_Problem to work on_:
Leave the pictures behind and repeat all the entries exactly.

Stored items:

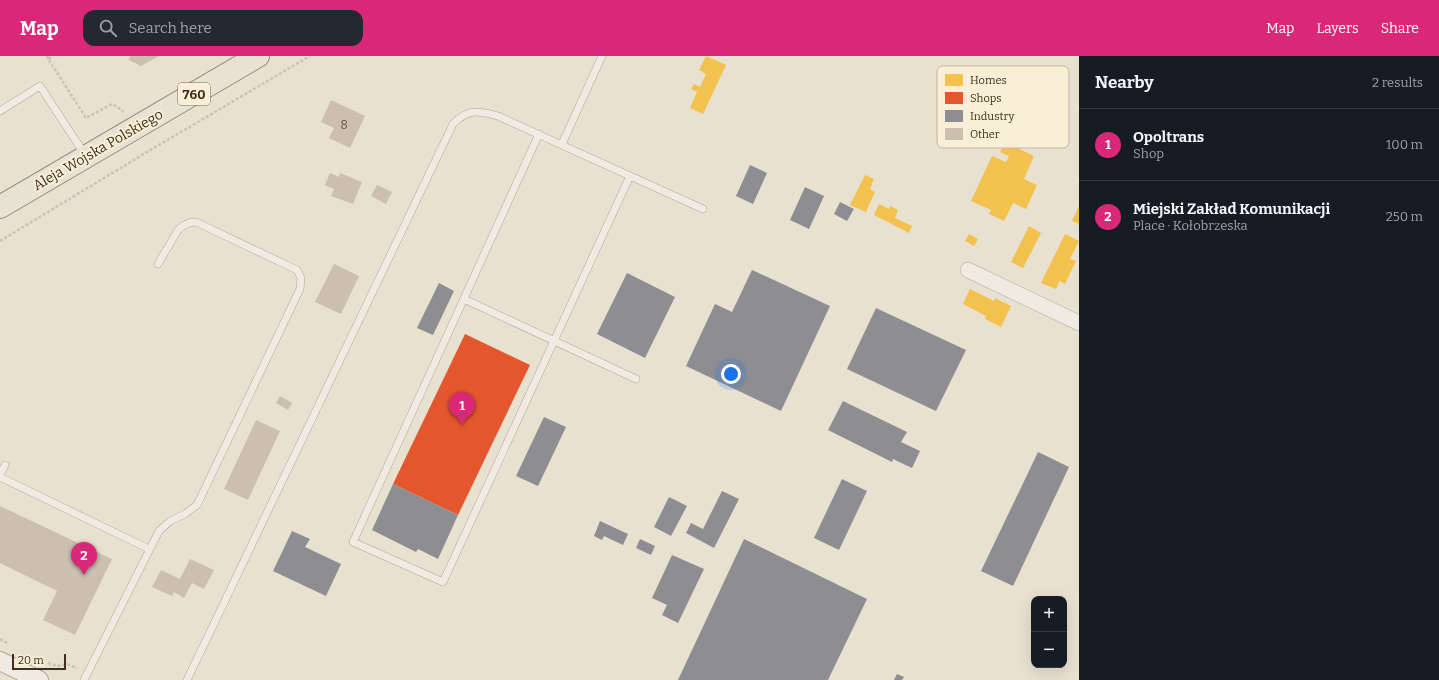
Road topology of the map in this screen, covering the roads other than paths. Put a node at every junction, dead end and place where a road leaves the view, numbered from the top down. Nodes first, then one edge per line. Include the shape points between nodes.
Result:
1 (258, 56) edge
2 (602, 56) edge
3 (0, 111) edge
4 (539, 134) junction
5 (562, 144) junction
6 (86, 157) junction
7 (630, 176) junction
8 (0, 207) edge
9 (703, 209) dead end
10 (158, 264) dead end
11 (968, 270) dead end
12 (464, 300) junction
13 (1079, 323) edge
14 (554, 341) junction
15 (636, 379) dead end
16 (5, 464) dead end
17 (0, 476) edge
18 (149, 548) junction
19 (0, 661) edge
20 (85, 677) edge
21 (39, 680) edge
22 (187, 680) edge

1 - 6 main road, Aleja Wojska Polskiego / 760
2 - 5 lane
3 - 6 lane via 40,86
4 - 5 lane
4 - 12 lane
4 - 22 lane via 498,116 479,111 461,115 453,124
5 - 7 lane
6 - 8 main road, Aleja Wojska Polskiego / 760
7 - 9 lane
7 - 14 lane
10 - 18 lane via 178,230 183,225 196,222 297,270 301,278 300,289 197,505 185,514 170,520 159,531
11 - 13 street
12 - 14 lane
12 - 14 lane via 353,542 443,582
14 - 15 lane
16 - 17 lane
17 - 18 lane
18 - 20 lane
19 - 21 street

_Exercise response_:
Road topology of the map in this screen, covering the roads other than paths. Put a node at every junction, dead end and place where a road leaves the view, numbered from the top down. Nodes first, then one edge per line. Include the shape points between nodes.
Result:
1 (258, 56) edge
2 (602, 56) edge
3 (0, 111) edge
4 (539, 134) junction
5 (562, 144) junction
6 (86, 157) junction
7 (630, 176) junction
8 (0, 207) edge
9 (703, 209) dead end
10 (158, 264) dead end
11 (968, 270) dead end
12 (464, 300) junction
13 (1079, 323) edge
14 (554, 341) junction
15 (636, 379) dead end
16 (5, 464) dead end
17 (0, 476) edge
18 (149, 548) junction
19 (0, 661) edge
20 (85, 677) edge
21 (39, 680) edge
22 (187, 680) edge

1 - 6 main road, Aleja Wojska Polskiego / 760
2 - 5 lane
3 - 6 lane via 40,86
4 - 5 lane
4 - 12 lane
4 - 22 lane via 498,116 479,111 461,115 453,124
5 - 7 lane
6 - 8 main road, Aleja Wojska Polskiego / 760
7 - 9 lane
7 - 14 lane
10 - 18 lane via 178,230 183,225 196,222 297,270 301,278 300,289 197,505 185,514 170,520 159,531
11 - 13 street
12 - 14 lane
12 - 14 lane via 353,542 443,582
14 - 15 lane
16 - 17 lane
17 - 18 lane
18 - 20 lane
19 - 21 street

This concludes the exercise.